- **Data to process**:
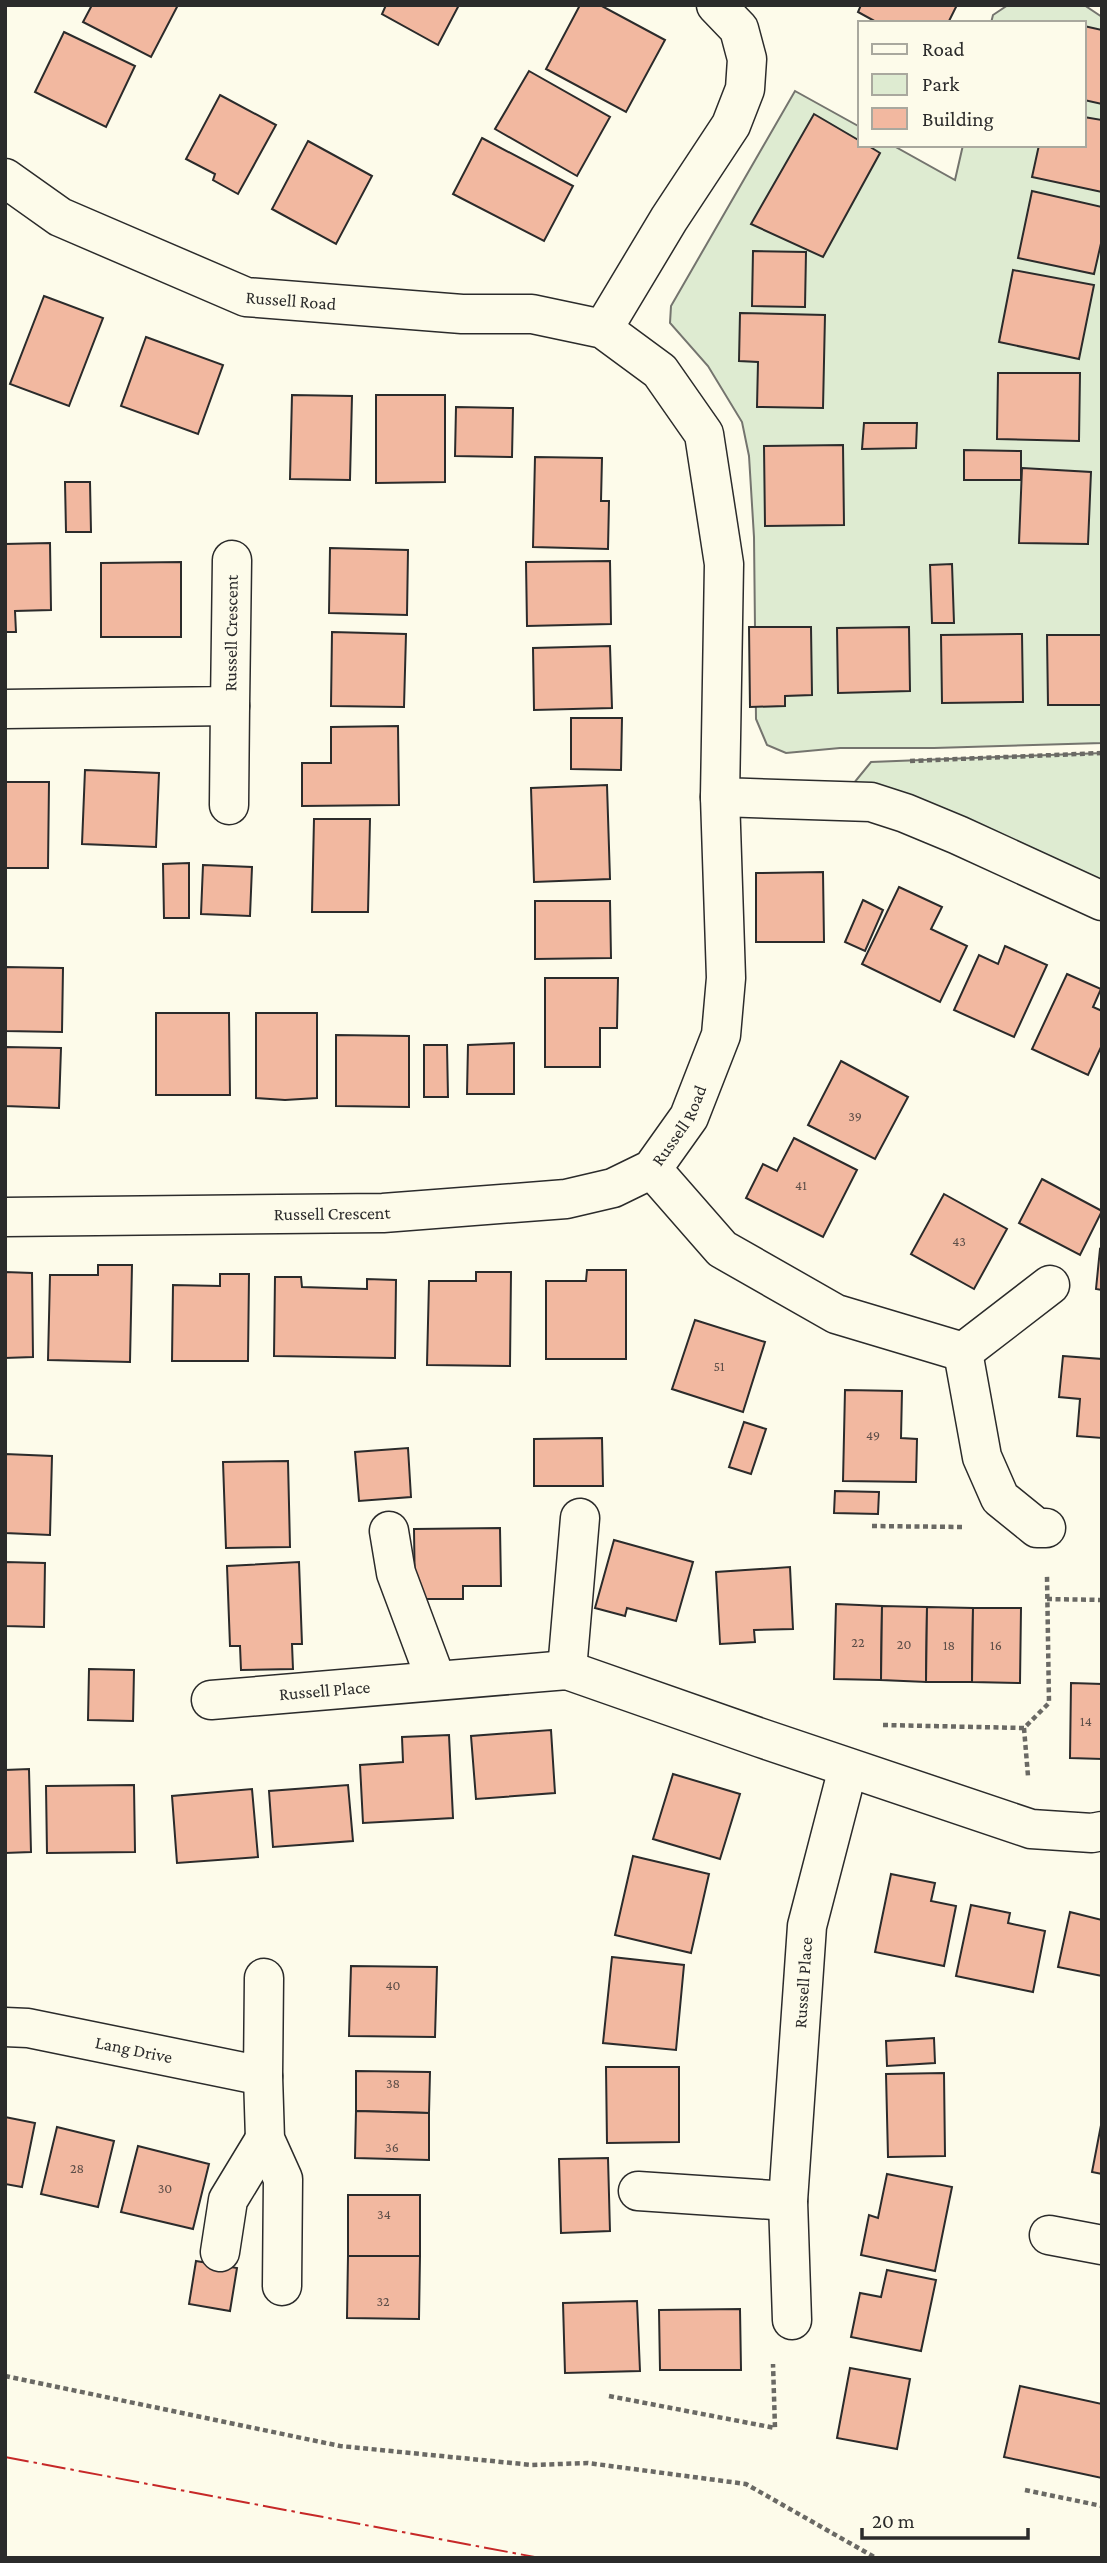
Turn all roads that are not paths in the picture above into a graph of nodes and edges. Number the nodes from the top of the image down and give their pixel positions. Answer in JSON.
{"nodes":[{"id":1,"x":716,"y":5,"type":"edge"},
{"id":2,"x":5,"y":178,"type":"edge"},
{"id":3,"x":603,"y":329,"type":"junction"},
{"id":4,"x":232,"y":560,"type":"dead end"},
{"id":5,"x":230,"y":706,"type":"junction"},
{"id":6,"x":5,"y":709,"type":"edge"},
{"id":7,"x":720,"y":797,"type":"junction"},
{"id":8,"x":229,"y":805,"type":"dead end"},
{"id":9,"x":1102,"y":901,"type":"edge"},
{"id":10,"x":652,"y":1169,"type":"junction"},
{"id":11,"x":5,"y":1217,"type":"edge"},
{"id":12,"x":1050,"y":1285,"type":"dead end"},
{"id":13,"x":963,"y":1352,"type":"junction"},
{"id":14,"x":580,"y":1518,"type":"dead end"},
{"id":15,"x":1046,"y":1528,"type":"road end"},
{"id":16,"x":389,"y":1531,"type":"dead end"},
{"id":17,"x":567,"y":1670,"type":"junction"},
{"id":18,"x":436,"y":1680,"type":"junction"},
{"id":19,"x":211,"y":1700,"type":"dead end"},
{"id":20,"x":848,"y":1768,"type":"junction"},
{"id":21,"x":1102,"y":1831,"type":"edge"},
{"id":22,"x":264,"y":1978,"type":"dead end"},
{"id":23,"x":5,"y":2027,"type":"edge"},
{"id":24,"x":263,"y":2076,"type":"junction"},
{"id":25,"x":265,"y":2139,"type":"junction"},
{"id":26,"x":638,"y":2191,"type":"dead end"},
{"id":27,"x":788,"y":2201,"type":"junction"},
{"id":28,"x":1049,"y":2235,"type":"dead end"},
{"id":29,"x":1102,"y":2245,"type":"edge"},
{"id":30,"x":219,"y":2252,"type":"dead end"},
{"id":31,"x":282,"y":2286,"type":"dead end"},
{"id":32,"x":792,"y":2320,"type":"road end"}],
"edges":[{"from":1,"to":3,"type":"street"},
{"from":2,"to":3,"type":"street","name":"Russell Road"},
{"from":3,"to":7,"type":"street","name":"Russell Road"},
{"from":4,"to":5,"type":"street","name":"Russell Crescent"},
{"from":5,"to":6,"type":"street","name":"Russell Crescent"},
{"from":5,"to":8,"type":"street","name":"Russell Crescent"},
{"from":7,"to":9,"type":"street"},
{"from":7,"to":10,"type":"street","name":"Russell Road"},
{"from":10,"to":11,"type":"street","name":"Russell Crescent"},
{"from":10,"to":13,"type":"street","name":"Russell Road"},
{"from":12,"to":13,"type":"street"},
{"from":13,"to":15,"type":"street"},
{"from":14,"to":17,"type":"street"},
{"from":16,"to":18,"type":"street"},
{"from":17,"to":18,"type":"street","name":"Russell Place"},
{"from":17,"to":20,"type":"street","name":"Russell Place"},
{"from":18,"to":19,"type":"street","name":"Russell Place"},
{"from":20,"to":21,"type":"street","name":"Russell Place"},
{"from":20,"to":27,"type":"street","name":"Russell Place"},
{"from":22,"to":24,"type":"street"},
{"from":23,"to":24,"type":"street","name":"Lang Drive"},
{"from":24,"to":25,"type":"street"},
{"from":25,"to":30,"type":"street"},
{"from":25,"to":31,"type":"street"},
{"from":26,"to":27,"type":"street"},
{"from":27,"to":32,"type":"street","name":"Russell Place"},
{"from":28,"to":29,"type":"street"}]}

- **What the exercise asks**:
The material above holds pictures; copy everything else in it exactly.

- **Output below**:
Turn all roads that are not paths in the picture above into a graph of nodes and edges. Number the nodes from the top of the image down and give their pixel positions. Answer in JSON.
{"nodes":[{"id":1,"x":716,"y":5,"type":"edge"},
{"id":2,"x":5,"y":178,"type":"edge"},
{"id":3,"x":603,"y":329,"type":"junction"},
{"id":4,"x":232,"y":560,"type":"dead end"},
{"id":5,"x":230,"y":706,"type":"junction"},
{"id":6,"x":5,"y":709,"type":"edge"},
{"id":7,"x":720,"y":797,"type":"junction"},
{"id":8,"x":229,"y":805,"type":"dead end"},
{"id":9,"x":1102,"y":901,"type":"edge"},
{"id":10,"x":652,"y":1169,"type":"junction"},
{"id":11,"x":5,"y":1217,"type":"edge"},
{"id":12,"x":1050,"y":1285,"type":"dead end"},
{"id":13,"x":963,"y":1352,"type":"junction"},
{"id":14,"x":580,"y":1518,"type":"dead end"},
{"id":15,"x":1046,"y":1528,"type":"road end"},
{"id":16,"x":389,"y":1531,"type":"dead end"},
{"id":17,"x":567,"y":1670,"type":"junction"},
{"id":18,"x":436,"y":1680,"type":"junction"},
{"id":19,"x":211,"y":1700,"type":"dead end"},
{"id":20,"x":848,"y":1768,"type":"junction"},
{"id":21,"x":1102,"y":1831,"type":"edge"},
{"id":22,"x":264,"y":1978,"type":"dead end"},
{"id":23,"x":5,"y":2027,"type":"edge"},
{"id":24,"x":263,"y":2076,"type":"junction"},
{"id":25,"x":265,"y":2139,"type":"junction"},
{"id":26,"x":638,"y":2191,"type":"dead end"},
{"id":27,"x":788,"y":2201,"type":"junction"},
{"id":28,"x":1049,"y":2235,"type":"dead end"},
{"id":29,"x":1102,"y":2245,"type":"edge"},
{"id":30,"x":219,"y":2252,"type":"dead end"},
{"id":31,"x":282,"y":2286,"type":"dead end"},
{"id":32,"x":792,"y":2320,"type":"road end"}],
"edges":[{"from":1,"to":3,"type":"street"},
{"from":2,"to":3,"type":"street","name":"Russell Road"},
{"from":3,"to":7,"type":"street","name":"Russell Road"},
{"from":4,"to":5,"type":"street","name":"Russell Crescent"},
{"from":5,"to":6,"type":"street","name":"Russell Crescent"},
{"from":5,"to":8,"type":"street","name":"Russell Crescent"},
{"from":7,"to":9,"type":"street"},
{"from":7,"to":10,"type":"street","name":"Russell Road"},
{"from":10,"to":11,"type":"street","name":"Russell Crescent"},
{"from":10,"to":13,"type":"street","name":"Russell Road"},
{"from":12,"to":13,"type":"street"},
{"from":13,"to":15,"type":"street"},
{"from":14,"to":17,"type":"street"},
{"from":16,"to":18,"type":"street"},
{"from":17,"to":18,"type":"street","name":"Russell Place"},
{"from":17,"to":20,"type":"street","name":"Russell Place"},
{"from":18,"to":19,"type":"street","name":"Russell Place"},
{"from":20,"to":21,"type":"street","name":"Russell Place"},
{"from":20,"to":27,"type":"street","name":"Russell Place"},
{"from":22,"to":24,"type":"street"},
{"from":23,"to":24,"type":"street","name":"Lang Drive"},
{"from":24,"to":25,"type":"street"},
{"from":25,"to":30,"type":"street"},
{"from":25,"to":31,"type":"street"},
{"from":26,"to":27,"type":"street"},
{"from":27,"to":32,"type":"street","name":"Russell Place"},
{"from":28,"to":29,"type":"street"}]}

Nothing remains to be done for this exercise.